Thank you again for your support—I look forward to your insights.

Best regards.

Hi,

Thanks for providing more details about this issue.

We try to reproduce the accuracy drop with polygraphy on the ONNX model attached (ubt_20251229.onnx).

However, we found the output is nan for both ONNXRuntime and TensorRT backends.
Could you help us check why the output is not valid?

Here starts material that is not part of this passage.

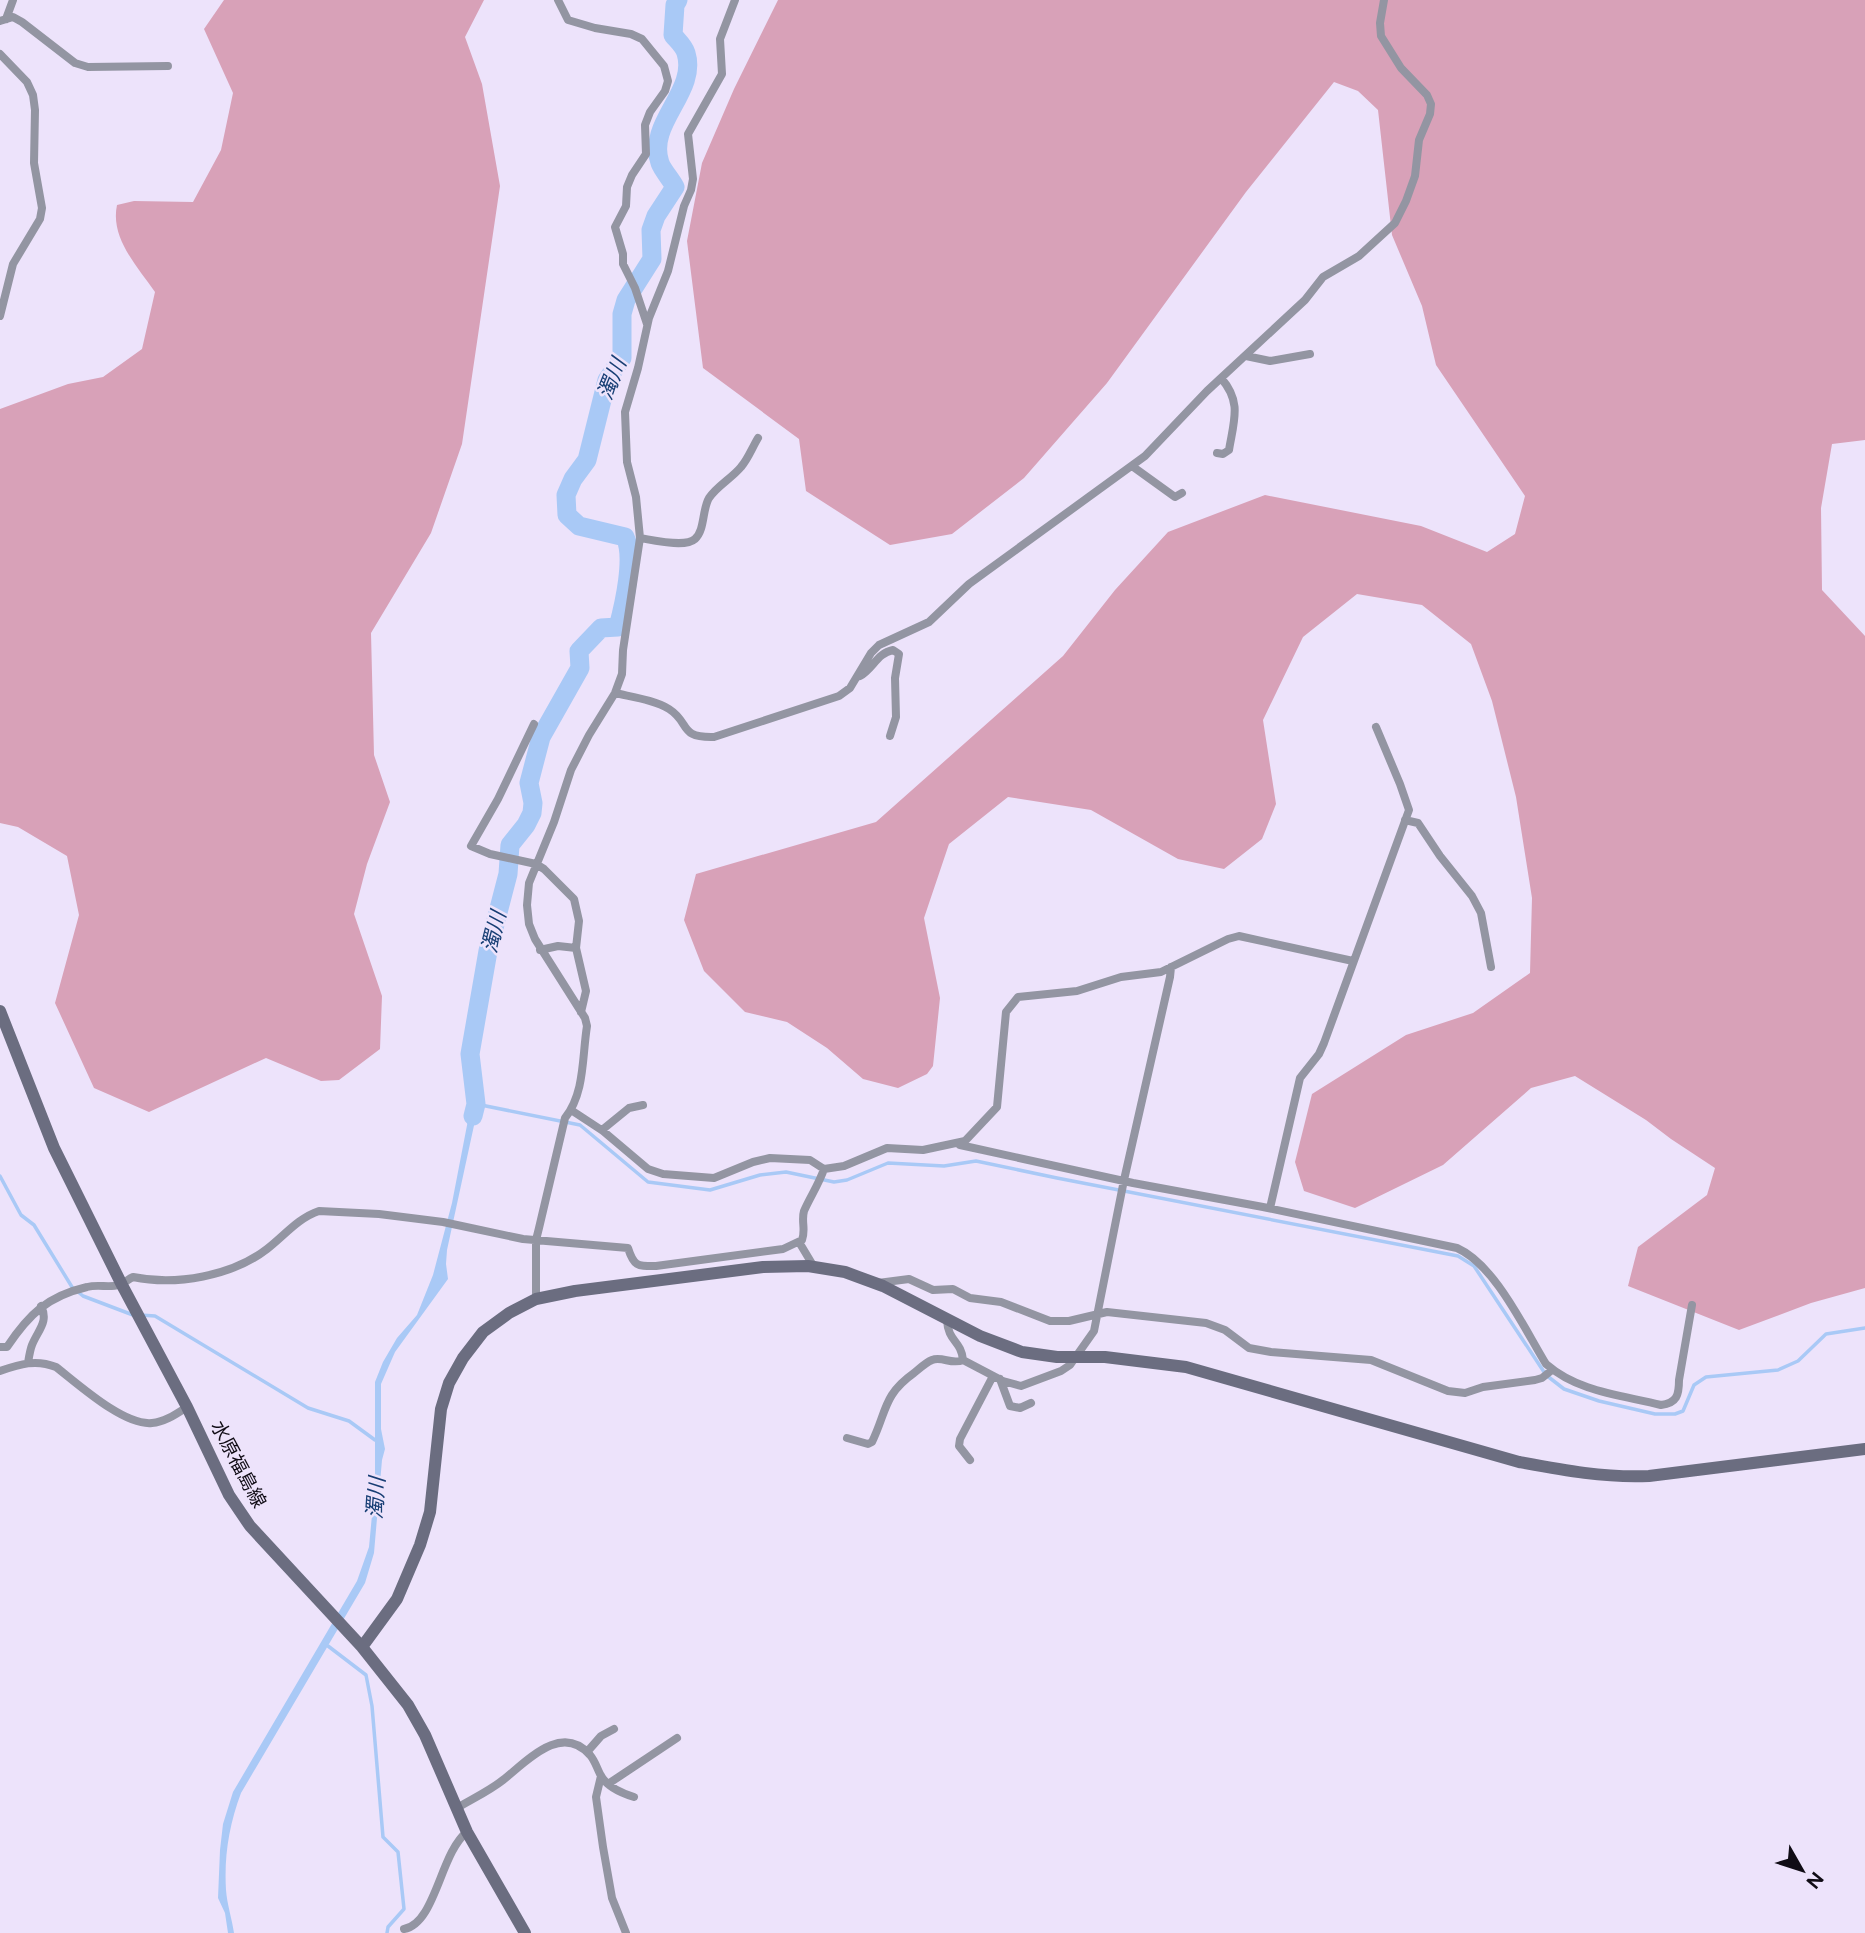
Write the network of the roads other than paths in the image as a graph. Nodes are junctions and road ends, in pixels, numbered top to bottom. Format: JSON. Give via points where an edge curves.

$ polygraphy run ubt_20251229.onnx --onnxrt --trt --verbose
...
[I] Accuracy Comparison | onnxrt-runner-N0-01/05/26-05:25:14 vs. trt-runner-N0-01/05/26-05:25:14
[I]     Comparing Output: 'scores' (dtype=float32, shape=(1, 1)) with 'scores' (dtype=float32, shape=(1, 1))
[I]         Tolerance: [abs=1e-05, rel=1e-05] | Checking elemwise error
[I]         onnxrt-runner-N0-01/05/26-05:25:14: scores | Stats: mean=nan, std-dev=nan, var=nan, median=nan, min=nan at (0, 0), max=nan at (0, 0), avg-magnitude=nan, p90=nan, p95=nan, p99=nan
[I]             ---- Values ----
                    [[nan]]
[V]             Could not generate histogram. Note: Error was: supplied range of [nan, nan] is not finite
[I]             
[I]         trt-runner-N0-01/05/26-05:25:14: scores | Stats: mean=nan, std-dev=nan, var=nan, median=nan, min=nan at (0, 0), max=nan at (0, 0), avg-magnitude=nan, p90=nan, p95=nan, p99=nan
[I]             ---- Values ----
                    [[nan]]
[V]             Could not generate histogram. Note: Error was: supplied range of [nan, nan] is not finite
[I]             
[I]         Error Metrics: scores
[I]             Minimum Required Tolerance: elemwise error | [abs=nan] OR [rel=nan] (requirements may be lower if both abs/rel tolerances are set)
[I]             Absolute Difference | Stats: mean=nan, std-dev=nan, var=nan, median=nan, min=nan at (0, 0), max=nan at (0, 0), avg-magnitude=nan, p90=nan, p95=nan, p99=nan
[I]                 ---- Values ----
                        [[nan]]
[V]                 Could not generate histogram. Note: Error was: autodetected range of [nan, nan] is not finite
[I]                 
[I]             Relative Difference | Stats: mean=nan, std-dev=nan, var=nan, median=nan, min=nan at (0, 0), max=nan at (0, 0), avg-magnitude=nan, p90=nan, p95=nan, p99=nan
[I]                 ---- Values ----
                        [[nan]]
[V]                 Could not generate histogram. Note: Error was: autodetected range of [nan, nan] is not finite
[I]                 
[E]         FAILED | Output: 'scores' | Difference exceeds tolerance (rel=1e-05, abs=1e-05)
[E]     FAILED | Mismatched outputs: ['scores']
[E] Accuracy Summary | onnxrt-runner-N0-01/05/26-05:25:14 vs. trt-runner-N0-01/05/26-05:25:14 | Passed: 0/1 iterations | Pass Rate: 0.0%
[E] FAILED | Runtime: 12.508s | Command: /home/nvidia/topic_356086/env/bin/polygraphy run ubt_20251229.onnx --onnxrt --trt --verbose

The tool helps our internal team to check the issue.
It can be installed via the following command:

$ pip3 install polygraphy

Thanks.

Hi,

With the source attached on Jan 4, we can reproduce this issue internally.
We need to check this issue with our internal team and provide more information to you later.

Thanks.

Hi,

Thank you for confirming the issue and providing an update. We appreciate your team’s efforts in reproducing and investigating the problem.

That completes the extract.